BioFilm's privacy policy features the usual promises, including the claim that

We take reasonable steps to protect your personally identifiable information [PII] as you transmit your information from your computer to our site and to protect such information from loss, misuse, unauthorized access, disclosure, alteration, or destruction. ... Other than as disclosed in this Privacy Policy, we will not contact you with marketing material or share your PII with outside parties unless such use or disclosure is clearly identified at the time you provide your PII or we provide you the opportunity to consent or prohibit such use or disclosure.

     CareerOne and the BNP

In 2007 the Australian CareerOne online job site accidentally enabled public access to confidential client information, with visitors being able to sight and files on CareerOne's customer relationship management database.

The files included spreadsheets with information dating back to 2000. One featured a list of 485 clients, with names, email addresses and CareerOne login details. Another contained a list of 5188 potential clients, with names, addresses and telephone numbers. Exposure attracted attention because the information included acid comments by CareerOne account executives about clients, for example description as a "retard" and as a "lazy good for nothing".

In 2008 the membership list of the far-right British National Party (BNP) was published on the net, allegedly by a disaffected former member.
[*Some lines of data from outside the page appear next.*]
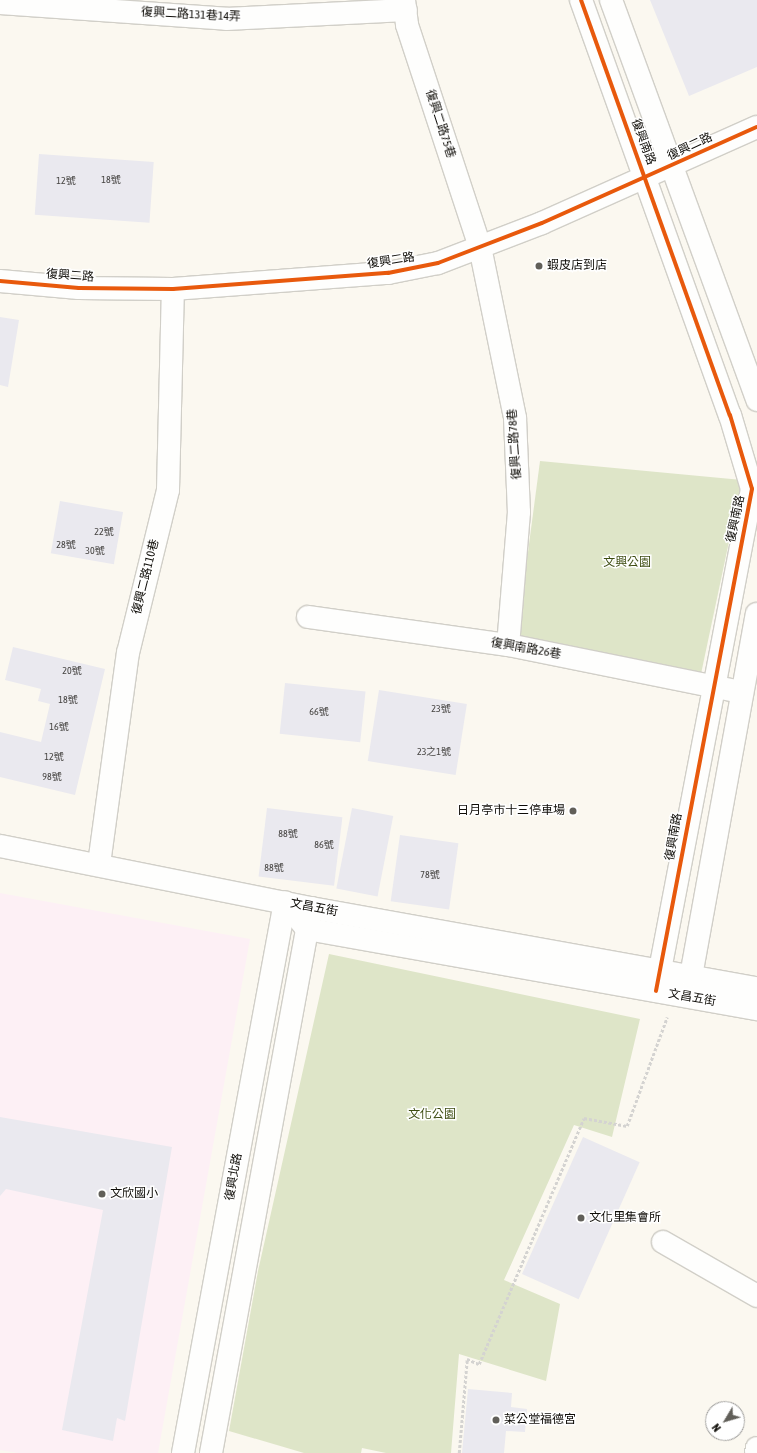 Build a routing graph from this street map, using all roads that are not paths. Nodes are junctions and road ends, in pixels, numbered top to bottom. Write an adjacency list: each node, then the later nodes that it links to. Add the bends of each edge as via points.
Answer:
1 (580, 0): 6 (street, 復興南路)
2 (611, 0): 5 (street, 復興南路)
3 (0, 3): 4 (street, 復興二路131巷14弄, via 226,19)
4 (405, 5): 10 (street, 復興二路75巷, via 407,25)
5 (638, 76): 6 (street); 8 (street, 復興南路)
6 (611, 86): 9 (street, 復興南路)
7 (757, 127): 8 (street, 復興二路)
8 (671, 166): 9 (street, 復興二路); 13 (street, 復興南路)
9 (645, 178): 10 (street, 復興二路); 18 (street, 復興南路, via 730,414 752,489)
10 (480, 247): 12 (street, 復興二路, via 438,263 388,273); 16 (street, 復興二路78巷, via 515,418 519,512)
11 (0, 281): 12 (street, 復興二路, via 79,288)
12 (173, 289): 21 (street, 復興二路110巷, via 168,490 128,653)
13 (757, 400)
14 (757, 614): 17 (street)
15 (308, 617): 16 (street, 復興南路26巷)
16 (508, 645): 18 (street, 復興南路26巷)
17 (754, 648): 19 (street)
18 (712, 684): 19 (street, 復興南路26巷); 25 (street, 復興南路)
19 (741, 692): 26 (street)
20 (0, 846): 21 (street)
21 (99, 864): 22 (street)
22 (285, 902): 23 (street, 文昌五街); 24 (street, 文昌五街); 32 (street, 復興北路)
23 (311, 908): 24 (street); 25 (street, 文昌五街)
24 (307, 929): 28 (street, 文昌五街); 33 (street)
25 (660, 969): 26 (street, 文昌五街); 28 (street, 復興南路)
26 (691, 976): 27 (street, 文昌五街); 29 (street)
27 (757, 988)
28 (656, 991): 29 (street, 文昌五街)
29 (676, 1002): 30 (street, 文昌五街)
30 (757, 1009)
31 (663, 1242): 34 (street)
32 (213, 1292): 33 (street); 36 (street, 復興北路)
33 (240, 1296): 37 (street)
34 (757, 1296)
35 (757, 1448): 38 (street)
36 (183, 1453)
37 (211, 1453)
38 (756, 1453)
The list featured the names, addresses, home and mobile phone numbers of over 13,500 current and former members. It also included personal details such as the occupations and hobbies of the members, including teachers, scientists and police personnel.

     Certegy

In July 2007 Certegy Check Services, a subsidiary of major US payment processor Fidelity National Information Services, revealed that an employee improperly sold 2.3 million consumer records to an unidentified data broker. The broker then sold the information to several direct marketing companies, so that "as a result of this apparent theft, the consumers affected received marketing solicitations from the companies that bought the data".

2.2 million of the records contained bank account information; 99,000 featured credit card information. Certegy indicated that it has requested a court to "get back" all the information from the employee (described as a senior level database administrator who was a "rogue and dishonest employee") and from the marketers. It will seek civil penalties against the former worker and wants criminal charges filed against him.